**EXERCISE REQUIREMENTS:**
Give an exact copy of the data that follows.

========================

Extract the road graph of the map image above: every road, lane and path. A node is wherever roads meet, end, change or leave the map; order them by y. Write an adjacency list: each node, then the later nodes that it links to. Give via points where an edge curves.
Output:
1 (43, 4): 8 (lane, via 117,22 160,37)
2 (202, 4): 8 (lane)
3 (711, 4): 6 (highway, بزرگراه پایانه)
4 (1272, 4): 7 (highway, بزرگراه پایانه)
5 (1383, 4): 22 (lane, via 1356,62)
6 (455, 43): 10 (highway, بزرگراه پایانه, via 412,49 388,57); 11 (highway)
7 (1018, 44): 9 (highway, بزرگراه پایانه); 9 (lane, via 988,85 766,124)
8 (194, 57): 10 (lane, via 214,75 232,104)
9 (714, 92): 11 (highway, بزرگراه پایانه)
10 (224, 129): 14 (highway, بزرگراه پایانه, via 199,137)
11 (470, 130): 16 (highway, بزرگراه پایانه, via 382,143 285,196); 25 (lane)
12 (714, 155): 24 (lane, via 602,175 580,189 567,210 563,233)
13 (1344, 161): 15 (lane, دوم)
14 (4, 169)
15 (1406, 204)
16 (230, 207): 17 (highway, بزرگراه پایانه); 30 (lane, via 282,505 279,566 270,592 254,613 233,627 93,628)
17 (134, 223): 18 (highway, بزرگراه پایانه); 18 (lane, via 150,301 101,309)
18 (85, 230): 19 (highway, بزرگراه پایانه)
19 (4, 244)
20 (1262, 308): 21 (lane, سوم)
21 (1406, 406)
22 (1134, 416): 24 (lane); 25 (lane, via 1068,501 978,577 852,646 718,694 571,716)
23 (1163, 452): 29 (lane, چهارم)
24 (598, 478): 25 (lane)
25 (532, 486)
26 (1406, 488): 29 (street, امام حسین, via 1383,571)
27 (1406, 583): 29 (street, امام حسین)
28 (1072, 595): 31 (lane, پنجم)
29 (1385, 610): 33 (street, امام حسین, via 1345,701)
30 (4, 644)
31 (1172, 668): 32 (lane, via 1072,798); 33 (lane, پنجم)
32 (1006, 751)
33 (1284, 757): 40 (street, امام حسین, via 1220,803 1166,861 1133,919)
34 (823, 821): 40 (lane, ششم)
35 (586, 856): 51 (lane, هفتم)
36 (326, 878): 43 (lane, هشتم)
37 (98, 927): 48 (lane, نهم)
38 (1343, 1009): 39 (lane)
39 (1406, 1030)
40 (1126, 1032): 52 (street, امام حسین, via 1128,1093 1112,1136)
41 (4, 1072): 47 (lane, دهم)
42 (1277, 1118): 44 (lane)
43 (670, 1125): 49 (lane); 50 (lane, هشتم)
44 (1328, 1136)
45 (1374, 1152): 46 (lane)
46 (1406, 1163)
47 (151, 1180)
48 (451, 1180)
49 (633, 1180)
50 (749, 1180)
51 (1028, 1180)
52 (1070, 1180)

========================

**OUTPUT OF THE EXERCISE:**
Extract the road graph of the map image above: every road, lane and path. A node is wherever roads meet, end, change or leave the map; order them by y. Write an adjacency list: each node, then the later nodes that it links to. Give via points where an edge curves.
Output:
1 (43, 4): 8 (lane, via 117,22 160,37)
2 (202, 4): 8 (lane)
3 (711, 4): 6 (highway, بزرگراه پایانه)
4 (1272, 4): 7 (highway, بزرگراه پایانه)
5 (1383, 4): 22 (lane, via 1356,62)
6 (455, 43): 10 (highway, بزرگراه پایانه, via 412,49 388,57); 11 (highway)
7 (1018, 44): 9 (highway, بزرگراه پایانه); 9 (lane, via 988,85 766,124)
8 (194, 57): 10 (lane, via 214,75 232,104)
9 (714, 92): 11 (highway, بزرگراه پایانه)
10 (224, 129): 14 (highway, بزرگراه پایانه, via 199,137)
11 (470, 130): 16 (highway, بزرگراه پایانه, via 382,143 285,196); 25 (lane)
12 (714, 155): 24 (lane, via 602,175 580,189 567,210 563,233)
13 (1344, 161): 15 (lane, دوم)
14 (4, 169)
15 (1406, 204)
16 (230, 207): 17 (highway, بزرگراه پایانه); 30 (lane, via 282,505 279,566 270,592 254,613 233,627 93,628)
17 (134, 223): 18 (highway, بزرگراه پایانه); 18 (lane, via 150,301 101,309)
18 (85, 230): 19 (highway, بزرگراه پایانه)
19 (4, 244)
20 (1262, 308): 21 (lane, سوم)
21 (1406, 406)
22 (1134, 416): 24 (lane); 25 (lane, via 1068,501 978,577 852,646 718,694 571,716)
23 (1163, 452): 29 (lane, چهارم)
24 (598, 478): 25 (lane)
25 (532, 486)
26 (1406, 488): 29 (street, امام حسین, via 1383,571)
27 (1406, 583): 29 (street, امام حسین)
28 (1072, 595): 31 (lane, پنجم)
29 (1385, 610): 33 (street, امام حسین, via 1345,701)
30 (4, 644)
31 (1172, 668): 32 (lane, via 1072,798); 33 (lane, پنجم)
32 (1006, 751)
33 (1284, 757): 40 (street, امام حسین, via 1220,803 1166,861 1133,919)
34 (823, 821): 40 (lane, ششم)
35 (586, 856): 51 (lane, هفتم)
36 (326, 878): 43 (lane, هشتم)
37 (98, 927): 48 (lane, نهم)
38 (1343, 1009): 39 (lane)
39 (1406, 1030)
40 (1126, 1032): 52 (street, امام حسین, via 1128,1093 1112,1136)
41 (4, 1072): 47 (lane, دهم)
42 (1277, 1118): 44 (lane)
43 (670, 1125): 49 (lane); 50 (lane, هشتم)
44 (1328, 1136)
45 (1374, 1152): 46 (lane)
46 (1406, 1163)
47 (151, 1180)
48 (451, 1180)
49 (633, 1180)
50 (749, 1180)
51 (1028, 1180)
52 (1070, 1180)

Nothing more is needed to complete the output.